Hier, in den gemütlichen Sofas des Costa-Cafés, dämmerte es mir, dass ich wohl nie wieder in England wohnen werde. Aus den rosaroten Gläsern der Urlaubsbrille sieht immer alles fantastisch aus. Doch die Realität ist immer anders. Es war ein wehmütiger Augenblick, doch ich erinnerte mich, dass ich es tun könnte, wenn ich bereit wäre, den Preis zu zahlen. Wenn ich wieder einen dieser erbärmlichen und Seelen zerstörenden Jobs in einem Call Centre annehmen würde. Und natürlich mit der Träumerei und vor allem dem Schreiben aufhören würde. Die Antwort auf diese Fragen, wenn es überhaupt welche waren, kenne ich.
Niemals.
Ich habe gewählt und England steht auf der Verliererseite. Ich natürlich auch, denn das Wesen der Engländer entspricht eher meinem eigenen. Trotzdem, diese Erkenntnis hilft mir vielleicht dabei, mein derzeitiges Land mehr anzunehmen als ich es bislang, nach mehr als vier Jahren, geschafft habe. Aber Urlaub machen, das kann ich hier immer noch.

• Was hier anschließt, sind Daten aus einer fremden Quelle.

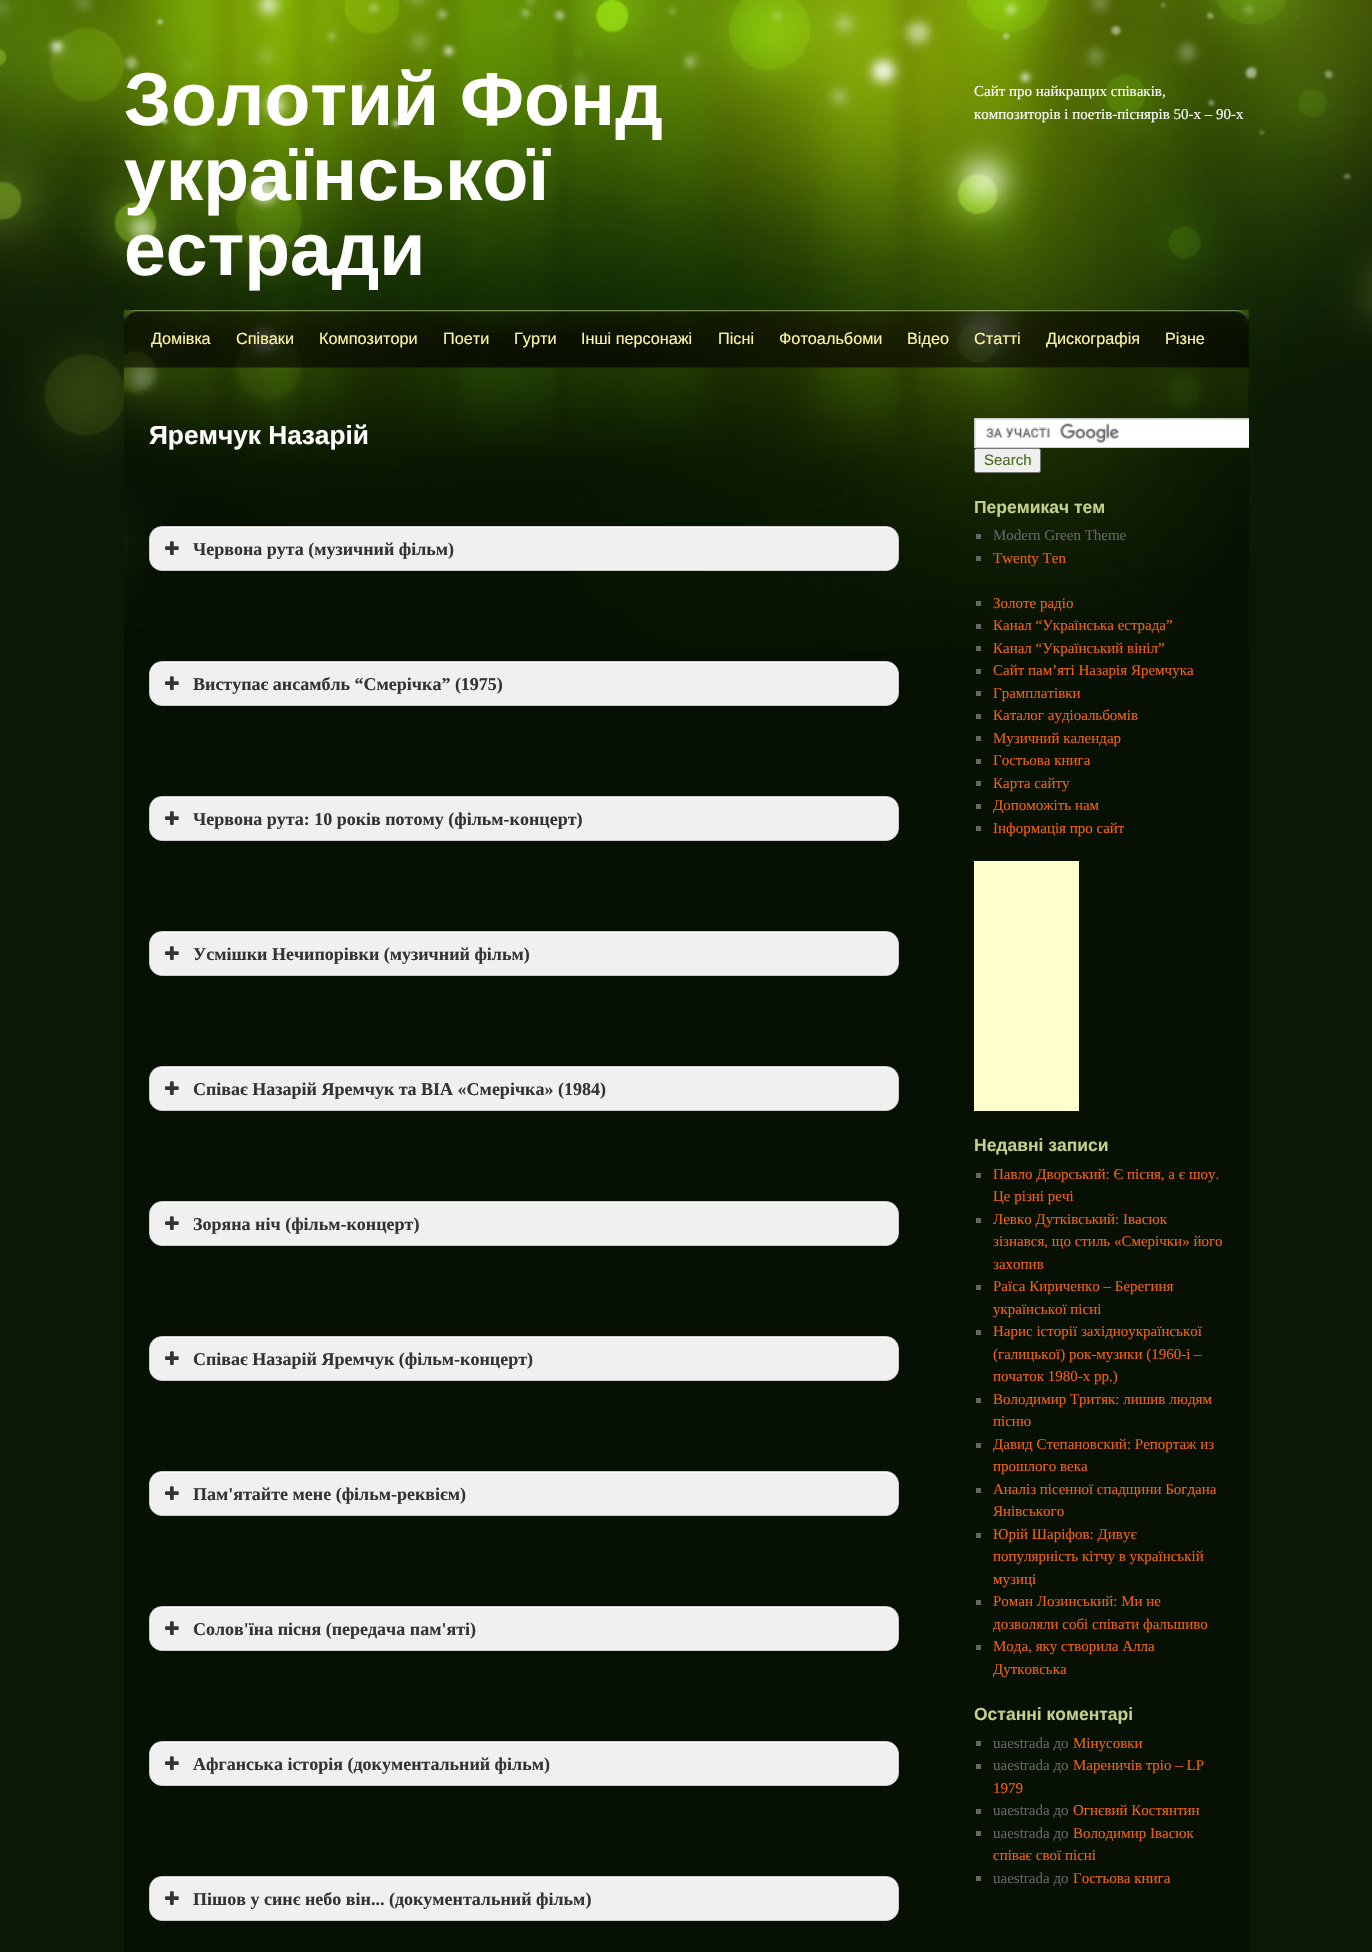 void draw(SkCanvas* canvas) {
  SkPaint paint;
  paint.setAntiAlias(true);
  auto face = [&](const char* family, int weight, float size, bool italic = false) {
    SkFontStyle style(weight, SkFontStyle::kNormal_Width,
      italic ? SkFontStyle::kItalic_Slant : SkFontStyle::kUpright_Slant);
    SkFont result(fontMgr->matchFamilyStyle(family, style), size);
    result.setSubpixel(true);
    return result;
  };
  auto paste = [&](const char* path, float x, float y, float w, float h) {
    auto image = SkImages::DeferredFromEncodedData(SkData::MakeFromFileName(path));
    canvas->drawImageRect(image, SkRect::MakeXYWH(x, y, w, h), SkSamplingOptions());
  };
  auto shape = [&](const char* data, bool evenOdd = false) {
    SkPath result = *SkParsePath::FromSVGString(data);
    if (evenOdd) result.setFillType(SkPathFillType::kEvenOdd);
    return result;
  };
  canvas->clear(0xff0a1905);
  paste("img/1.png", 0, 0, 1372, 549);
  paste("img/2.png", 123, 310, 1126, 58);
  paint.setColor(0xff061003);
  canvas->drawRect(SkRect::MakeXYWH(124, 368, 1125, 1584), paint);
  paste("img/3.png", 123, 367, 1126, 284);
  paint.setColor(0xffffffff);
  canvas->drawRoundRect(SkRect::MakeXYWH(149.5f, 526.5f, 749, 44), 12.5f, 12.5f, paint);
  paint.setStroke(true);
  paint.setStrokeWidth(1);
  paint.setColor(0xffcccccc);
  canvas->drawRoundRect(SkRect::MakeXYWH(149.5f, 526.5f, 749, 44), 12.5f, 12.5f, paint);
  paint.setStroke(false);
  paint.setColor(0xfff0f0f0);
  canvas->drawRoundRect(SkRect::MakeXYWH(150, 528, 748, 42), 13, 13, paint);
  paste("img/4.png", 165, 541, 14, 14);
  paint.setColor(0xffffffff);
  canvas->drawRoundRect(SkRect::MakeXYWH(149.5f, 661.5f, 749, 44), 12.5f, 12.5f, paint);
  paint.setStroke(true);
  paint.setColor(0xffcccccc);
  canvas->drawRoundRect(SkRect::MakeXYWH(149.5f, 661.5f, 749, 44), 12.5f, 12.5f, paint);
  paint.setStroke(false);
  paint.setColor(0xfff0f0f0);
  canvas->drawRoundRect(SkRect::MakeXYWH(150, 663, 748, 42), 13, 13, paint);
  paste("img/4.png", 165, 676, 14, 14);
  paint.setColor(0xffffffff);
  canvas->drawRoundRect(SkRect::MakeXYWH(149.5f, 796.5f, 749, 44), 12.5f, 12.5f, paint);
  paint.setStroke(true);
  paint.setColor(0xffcccccc);
  canvas->drawRoundRect(SkRect::MakeXYWH(149.5f, 796.5f, 749, 44), 12.5f, 12.5f, paint);
  paint.setStroke(false);
  paint.setColor(0xfff0f0f0);
  canvas->drawRoundRect(SkRect::MakeXYWH(150, 798, 748, 42), 13, 13, paint);
  paste("img/4.png", 165, 811, 14, 14);
  paint.setColor(0xffffffff);
  canvas->drawRoundRect(SkRect::MakeXYWH(149.5f, 931.5f, 749, 44), 12.5f, 12.5f, paint);
  paint.setStroke(true);
  paint.setColor(0xffcccccc);
  canvas->drawRoundRect(SkRect::MakeXYWH(149.5f, 931.5f, 749, 44), 12.5f, 12.5f, paint);
  paint.setStroke(false);
  paint.setColor(0xfff0f0f0);
  canvas->drawRoundRect(SkRect::MakeXYWH(150, 933, 748, 42), 13, 13, paint);
  paste("img/4.png", 165, 946, 14, 14);
  paint.setColor(0xffffffff);
  canvas->drawRoundRect(SkRect::MakeXYWH(149.5f, 1066.5f, 749, 44), 12.5f, 12.5f, paint);
  paint.setStroke(true);
  paint.setColor(0xffcccccc);
  canvas->drawRoundRect(SkRect::MakeXYWH(149.5f, 1066.5f, 749, 44), 12.5f, 12.5f, paint);
  paint.setStroke(false);
  paint.setColor(0xfff0f0f0);
  canvas->drawRoundRect(SkRect::MakeXYWH(150, 1068, 748, 42), 13, 13, paint);
  paste("img/4.png", 165, 1081, 14, 14);
  paint.setColor(0xffffffff);
  canvas->drawRoundRect(SkRect::MakeXYWH(149.5f, 1201.5f, 749, 44), 12.5f, 12.5f, paint);
  paint.setStroke(true);
  paint.setColor(0xffcccccc);
  canvas->drawRoundRect(SkRect::MakeXYWH(149.5f, 1201.5f, 749, 44), 12.5f, 12.5f, paint);
  paint.setStroke(false);
  paint.setColor(0xfff0f0f0);
  canvas->drawRoundRect(SkRect::MakeXYWH(150, 1203, 748, 42), 13, 13, paint);
  paste("img/4.png", 165, 1216, 14, 14);
  paint.setColor(0xffffffff);
  canvas->drawRoundRect(SkRect::MakeXYWH(149.5f, 1336.5f, 749, 44), 12.5f, 12.5f, paint);
  paint.setStroke(true);
  paint.setColor(0xffcccccc);
  canvas->drawRoundRect(SkRect::MakeXYWH(149.5f, 1336.5f, 749, 44), 12.5f, 12.5f, paint);
  paint.setStroke(false);
  paint.setColor(0xfff0f0f0);
  canvas->drawRoundRect(SkRect::MakeXYWH(150, 1338, 748, 42), 13, 13, paint);
  paste("img/4.png", 165, 1351, 14, 14);
  paint.setColor(0xffffffff);
  canvas->drawRoundRect(SkRect::MakeXYWH(149.5f, 1471.5f, 749, 44), 12.5f, 12.5f, paint);
  paint.setStroke(true);
  paint.setColor(0xffcccccc);
  canvas->drawRoundRect(SkRect::MakeXYWH(149.5f, 1471.5f, 749, 44), 12.5f, 12.5f, paint);
  paint.setStroke(false);
  paint.setColor(0xfff0f0f0);
  canvas->drawRoundRect(SkRect::MakeXYWH(150, 1473, 748, 42), 13, 13, paint);
  paste("img/4.png", 165, 1486, 14, 14);
  paint.setColor(0xffffffff);
  canvas->drawRoundRect(SkRect::MakeXYWH(149.5f, 1606.5f, 749, 44), 12.5f, 12.5f, paint);
  paint.setStroke(true);
  paint.setColor(0xffcccccc);
  canvas->drawRoundRect(SkRect::MakeXYWH(149.5f, 1606.5f, 749, 44), 12.5f, 12.5f, paint);
  paint.setStroke(false);
  paint.setColor(0xfff0f0f0);
  canvas->drawRoundRect(SkRect::MakeXYWH(150, 1608, 748, 42), 13, 13, paint);
  paste("img/4.png", 165, 1621, 14, 14);
  paint.setColor(0xffffffff);
  canvas->drawRoundRect(SkRect::MakeXYWH(149.5f, 1741.5f, 749, 44), 12.5f, 12.5f, paint);
  paint.setStroke(true);
  paint.setColor(0xffcccccc);
  canvas->drawRoundRect(SkRect::MakeXYWH(149.5f, 1741.5f, 749, 44), 12.5f, 12.5f, paint);
  paint.setStroke(false);
  paint.setColor(0xfff0f0f0);
  canvas->drawRoundRect(SkRect::MakeXYWH(150, 1743, 748, 42), 13, 13, paint);
  paste("img/4.png", 165, 1756, 14, 14);
  paint.setColor(0xffffffff);
  canvas->drawRoundRect(SkRect::MakeXYWH(149.5f, 1876.5f, 749, 44), 12.5f, 12.5f, paint);
  paint.setStroke(true);
  paint.setColor(0xffcccccc);
  canvas->drawRoundRect(SkRect::MakeXYWH(149.5f, 1876.5f, 749, 44), 12.5f, 12.5f, paint);
  paint.setStroke(false);
  paint.setColor(0xfff0f0f0);
  canvas->drawRoundRect(SkRect::MakeXYWH(150, 1878, 748, 42), 13, 13, paint);
  paste("img/4.png", 165, 1891, 14, 14);
  paint.setColor(0xffffffff);
  canvas->drawRect(SkRect::MakeXYWH(975, 420, 274, 27), paint);
  paste("img/5.png", 986, 423, 133, 20);
  canvas->save();
  canvas->clipRect(SkRect::MakeXYWH(975, 419, 274, 27));
  paint.setColor(0xffe6e6e6);
  canvas->drawPath(shape("M851 295H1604V570H851ZM976 420H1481V448H976Z", true), paint);
  canvas->restore();
  canvas->save();
  canvas->clipRect(SkRect::MakeXYWH(974, 418, 275, 1285));
  paint.setStroke(true);
  paint.setColor(0xffcccccc);
  canvas->drawRect(SkRect::MakeXYWH(974.5f, 418.5f, 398, 29), paint);
  canvas->restore();
  paint.setStroke(false);
  paint.setColor(0xffefefef);
  canvas->drawRoundRect(SkRect::MakeXYWH(974.5f, 448.5f, 66, 24), 2, 2, paint);
  paint.setStroke(true);
  paint.setColor(0xff767676);
  canvas->drawRoundRect(SkRect::MakeXYWH(974.5f, 448.5f, 66, 24), 2, 2, paint);
  paint.setStroke(false);
  {
    const struct { float x, y, w, h; SkColor color; } items[] = {
      {976, 534, 5, 5, 0xff666666},
      {976, 556, 5, 5, 0xff666666},
      {976, 601, 5, 5, 0xff666666},
      {976, 624, 5, 5, 0xff666666},
      {976, 646, 5, 5, 0xff666666},
      {976, 669, 5, 5, 0xff666666},
      {976, 691, 5, 5, 0xff666666},
      {976, 714, 5, 5, 0xff666666},
      {976, 736, 5, 5, 0xff666666},
      {976, 759, 5, 5, 0xff666666},
      {976, 781, 5, 5, 0xff666666},
      {976, 804, 5, 5, 0xff666666},
      {976, 826, 5, 5, 0xff666666},
      {974, 861, 105, 250, 0xffffffcc},
      {976, 1173, 5, 5, 0xff666666},
      {976, 1218, 5, 5, 0xff666666},
      {976, 1285, 5, 5, 0xff666666},
      {976, 1330, 5, 5, 0xff666666},
      {976, 1398, 5, 5, 0xff666666},
      {976, 1443, 5, 5, 0xff666666},
      {976, 1488, 5, 5, 0xff666666},
      {976, 1533, 5, 5, 0xff666666},
      {976, 1600, 5, 5, 0xff666666},
      {976, 1645, 5, 5, 0xff666666},
      {976, 1741, 5, 5, 0xff666666},
      {976, 1764, 5, 5, 0xff666666},
      {976, 1809, 5, 5, 0xff666666},
      {976, 1831, 5, 5, 0xff666666},
      {976, 1876, 5, 5, 0xff666666},
    };
    for (auto [x, y, w, h, color] : items) {
      paint.setColor(color);
      canvas->drawRect(SkRect::MakeXYWH(x, y, w, h), paint);
    }
  }
  auto f0 = face("Liberation Sans", 700, 75);
  paint.setColor(0xffffffff);
  {
    const struct { const char* s; float x, y; } items[] = {
      {"Золотий Фонд", 124, 125},
      {"української", 124, 200},
      {"естради", 124, 275},
    };
    for (auto [s, x, y] : items) {
      canvas->drawString(s, x, y, f0, paint);
    }
  }
  auto f1 = face("Liberation Serif", 400, 15);
  canvas->drawString("Сайт про найкращих співаків,", 974, 96, f1, paint);
  canvas->drawString("композиторів і поетів-піснярів 50-х – 90-х", 974, 119, f1, paint);
  auto f2 = face("Liberation Sans", 400, 16.25f);
  paint.setColor(0xfffff5a3);
  {
    const struct { const char* s; float x, y; } items[] = {
      {"Домівка", 151, 344},
      {"Співаки", 236, 344},
      {"Композитори", 319, 344},
      {"Поети", 443, 344},
      {"Гурти", 514, 344},
      {"Інші персонажі", 581, 344},
      {"Пісні", 718, 344},
      {"Фотоальбоми", 779, 344},
      {"Відео", 907, 344},
      {"Статті", 974, 344},
      {"Дискографія", 1046, 344},
      {"Різне", 1165, 344},
    };
    for (auto [s, x, y] : items) {
      canvas->drawString(s, x, y, f2, paint);
    }
  }
  auto f3 = face("Liberation Sans", 700, 26.25f);
  paint.setColor(0xffffffff);
  canvas->drawString("Яремчук Назарій", 149, 444, f3, paint);
  auto f4 = face("Liberation Serif", 700, 18);
  paint.setColor(0xff333333);
  {
    const struct { const char* s; float x, y; } items[] = {
      {"Червона рута (музичний фільм)", 193, 555},
      {"Виступає ансамбль “Смерічка” (1975)", 193, 690},
      {"Червона рута: 10 років потому (фільм-концерт)", 193, 825},
      {"Усмішки Нечипорівки (музичний фільм)", 193, 960},
      {"Співає Назарій Яремчук та ВІА «Смерічка» (1984)", 193, 1095},
      {"Зоряна ніч (фільм-концерт)", 193, 1230},
      {"Співає Назарій Яремчук (фільм-концерт)", 193, 1365},
      {"Пам'ятайте мене (фільм-реквієм)", 193, 1500},
      {"Солов'їна пісня (передача пам'яті)", 193, 1635},
      {"Афганська історія (документальний фільм)", 193, 1770},
      {"Пішов у синє небо він... (документальний фільм)", 193, 1905},
    };
    for (auto [s, x, y] : items) {
      canvas->drawString(s, x, y, f4, paint);
    }
  }
  auto f5 = face("Liberation Sans", 400, 15);
  paint.setColor(0xff496a19);
  canvas->drawString("Search", 984, 465, f5, paint);
  auto f6 = face("Liberation Sans", 700, 17.5f);
  paint.setColor(0xffc2d088);
  canvas->drawString("Перемикач тем", 974, 513, f6, paint);
  paint.setColor(0xff666666);
  canvas->drawString("Modern Green Theme", 993, 540, f1, paint);
  paint.setColor(0xfff0630d);
  {
    const struct { const char* s; float x, y; } items[] = {
      {"Twenty Ten", 993, 563},
      {"Золоте радіо", 993, 608},
      {"Канал “Українська естрада”", 993, 630},
      {"Канал “Український вініл”", 993, 653},
      {"Сайт пам’яті Назарія Яремчука", 993, 675},
      {"Грамплатівки", 993, 698},
      {"Каталог аудіоальбомів", 993, 720},
      {"Музичний календар", 993, 743},
      {"Гостьова книга", 993, 765},
      {"Карта сайту", 993, 788},
      {"Допоможіть нам", 993, 810},
      {"Інформація про сайт", 993, 833},
    };
    for (auto [s, x, y] : items) {
      canvas->drawString(s, x, y, f1, paint);
    }
  }
  paint.setColor(0xffc2d088);
  canvas->drawString("Недавні записи", 974, 1151, f6, paint);
  paint.setColor(0xfff0630d);
  {
    const struct { const char* s; float x, y; } items[] = {
      {"Павло Дворський: Є пісня, а є шоу.", 993, 1179},
      {"Це різні речі", 993, 1201},
      {"Левко Дутківський: Івасюк", 993, 1224},
      {"зізнався, що стиль «Смерічки» його", 993, 1246},
      {"захопив", 993, 1269},
      {"Раїса Кириченко – Берегиня", 993, 1291},
      {"української пісні", 993, 1314},
      {"Нарис історії західноукраїнської", 993, 1336},
      {"(галицької) рок-музики (1960-і –", 993, 1359},
      {"початок 1980-х рр.)", 993, 1381},
      {"Володимир Тритяк: лишив людям", 993, 1404},
      {"пісню", 993, 1426},
      {"Давид Степановский: Репортаж из", 993, 1449},
      {"прошлого века", 993, 1471},
      {"Аналіз пісенної спадщини Богдана", 993, 1494},
      {"Янівського", 993, 1516},
      {"Юрій Шаріфов: Дивує", 993, 1539},
      {"популярність кітчу в українській", 993, 1561},
      {"музиці", 993, 1584},
      {"Роман Лозинський: Ми не", 993, 1606},
      {"дозволяли собі співати фальшиво", 993, 1629},
      {"Мода, яку створила Алла", 993, 1651},
      {"Дутковська", 993, 1674},
    };
    for (auto [s, x, y] : items) {
      canvas->drawString(s, x, y, f1, paint);
    }
  }
  paint.setColor(0xffc2d088);
  canvas->drawString("Останні коментарі", 974, 1720, f6, paint);
  paint.setColor(0xff666666);
  canvas->drawString("uaestrada до", 993, 1748, f1, paint);
  paint.setColor(0xfff0630d);
  canvas->drawString("Мінусовки", 1073, 1748, f1, paint);
  paint.setColor(0xff666666);
  canvas->drawString("uaestrada до", 993, 1770, f1, paint);
  paint.setColor(0xfff0630d);
  canvas->drawString("Мареничів тріо – LP", 1073, 1770, f1, paint);
  canvas->drawString("1979", 993, 1793, f1, paint);
  paint.setColor(0xff666666);
  canvas->drawString("uaestrada до", 993, 1815, f1, paint);
  paint.setColor(0xfff0630d);
  canvas->drawString("Огнєвий Костянтин", 1073, 1815, f1, paint);
  paint.setColor(0xff666666);
  canvas->drawString("uaestrada до", 993, 1838, f1, paint);
  paint.setColor(0xfff0630d);
  canvas->drawString("Володимир Івасюк", 1073, 1838, f1, paint);
  canvas->drawString("співає свої пісні", 993, 1860, f1, paint);
  paint.setColor(0xff666666);
  canvas->drawString("uaestrada до", 993, 1883, f1, paint);
  paint.setColor(0xfff0630d);
  canvas->drawString("Гостьова книга", 1073, 1883, f1, paint);
}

Nach einer Weile rafften wir uns auf und gingen zur historischen Hafenanlage. Wir sahen die HMS Victory, das Schlachtschiff Nelsons, von dem aus er den Sieg bei Trafalgar über die französische Flotte aus befehligt hat. Er kam letztlich nur als Leiche zurück, doch das Schiff ist gut erhalten und liegt hier immer noch, gut restauriert. Immer wieder beeindruckend, auf einem Trockendock. Irgendwann einmal werden wir hier sicher einmal das Eintrittsticket kaufen, das uns dazu berechtigt, es auch von innen zu sehen. Aber 20 Pfund pro Person, an einem müden Tag wie diesem zu bereits etwas fortgeschrittener Stunde schien uns doch zu viel. Auf dem Gelände befinden sich noch eine ganze Reihe von maritimen Museen. Auch Kriegsschiffe aus anderen Epochen. Doch die HMS Victory interessiert mich am meisten.

Danach pilgerten wir wieder am Meer entlang zum Auto. Portsmouth ist ein netter Ort, friedlich und hell. Ich erinnerte mich, dass ich ihn schon bei meinem ersten Besuch in 2006 gemocht hatte. Das hatte ich in meiner schlechten Laune am Morgen natürlich vergessen. Also ist es wichtig, dieser nicht allzu viel Raum zu geben und ihr schon gar keine Bedeutung beizumessen. Es wird schon wieder gut.
Wir fuhren noch weiter bis zu einem Campingplatz nahe Chichester. Es ist wieder kalt und es regnet. Der Wetterbericht sagt, dass es bis zu unserer Abfahrt so bleiben wird. Es ist schade, aber Wetter geschieht nun einmal. Vor allem hier in England. Aber einige Stunden Sonne gibt es eigentlich an jedem Tag. Und das ist ganz sicher ein Zeichen für Optimismus.
Alles in allem war es ebenfalls ein erfüllter Tag. Ich habe viel gelernt. Nostalgie ist eben nicht Realität.
Schön, dass ich das auf diese Weise erfahren dufte.